◆ Task to complete ◆
Please retype the records below exactly as they stand.

── Dataset extract

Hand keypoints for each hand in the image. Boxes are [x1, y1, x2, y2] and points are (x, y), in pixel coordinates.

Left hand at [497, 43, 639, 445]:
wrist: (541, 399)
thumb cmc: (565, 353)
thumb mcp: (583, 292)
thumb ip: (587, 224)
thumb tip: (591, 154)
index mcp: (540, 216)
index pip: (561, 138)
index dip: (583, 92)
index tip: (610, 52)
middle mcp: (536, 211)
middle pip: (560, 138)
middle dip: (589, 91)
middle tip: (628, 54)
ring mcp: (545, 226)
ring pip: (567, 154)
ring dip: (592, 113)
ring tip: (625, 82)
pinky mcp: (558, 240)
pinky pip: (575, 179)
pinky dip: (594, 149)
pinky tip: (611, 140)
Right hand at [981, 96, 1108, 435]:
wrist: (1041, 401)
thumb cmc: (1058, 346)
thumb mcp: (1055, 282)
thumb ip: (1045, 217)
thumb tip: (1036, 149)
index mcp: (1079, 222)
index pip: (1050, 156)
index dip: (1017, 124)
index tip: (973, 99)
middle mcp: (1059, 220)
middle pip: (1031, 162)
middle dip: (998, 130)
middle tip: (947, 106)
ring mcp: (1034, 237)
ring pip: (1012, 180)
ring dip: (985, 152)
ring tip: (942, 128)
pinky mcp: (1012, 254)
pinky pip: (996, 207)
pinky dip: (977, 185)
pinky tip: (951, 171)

────

◆ Exercise output ◆
Hand keypoints for each hand in the image. Boxes are [x1, y1, x2, y2] and points are (x, y), in pixel coordinates.

Left hand at [497, 43, 639, 445]:
wrist: (541, 399)
thumb cmc: (565, 353)
thumb mcp: (583, 292)
thumb ip: (587, 224)
thumb tip: (591, 154)
index mcp: (540, 216)
index pip: (561, 138)
index dip: (583, 92)
index tip: (610, 52)
middle mcp: (536, 211)
middle pip: (560, 138)
middle dip: (589, 91)
middle tip: (628, 54)
ring mcp: (545, 226)
ring pip: (567, 154)
ring dip: (592, 113)
ring tip: (625, 82)
pinky mcp: (558, 240)
pinky pip: (575, 179)
pinky dip: (594, 149)
pinky tip: (611, 140)
Right hand at [981, 96, 1108, 435]:
wrist: (1041, 401)
thumb cmc: (1058, 346)
thumb mcp: (1055, 282)
thumb ip: (1045, 217)
thumb tip: (1036, 149)
index mcp: (1079, 222)
index pip: (1050, 156)
index dip: (1017, 124)
index tip: (973, 99)
middle mcp: (1059, 220)
middle pip: (1031, 162)
middle dip: (998, 130)
middle tip: (947, 106)
ring mcp: (1034, 237)
ring pip: (1012, 180)
ring dip: (985, 152)
ring tip: (942, 128)
pinky mcp: (1012, 254)
pinky pip: (996, 207)
pinky dip: (977, 185)
pinky tip: (951, 171)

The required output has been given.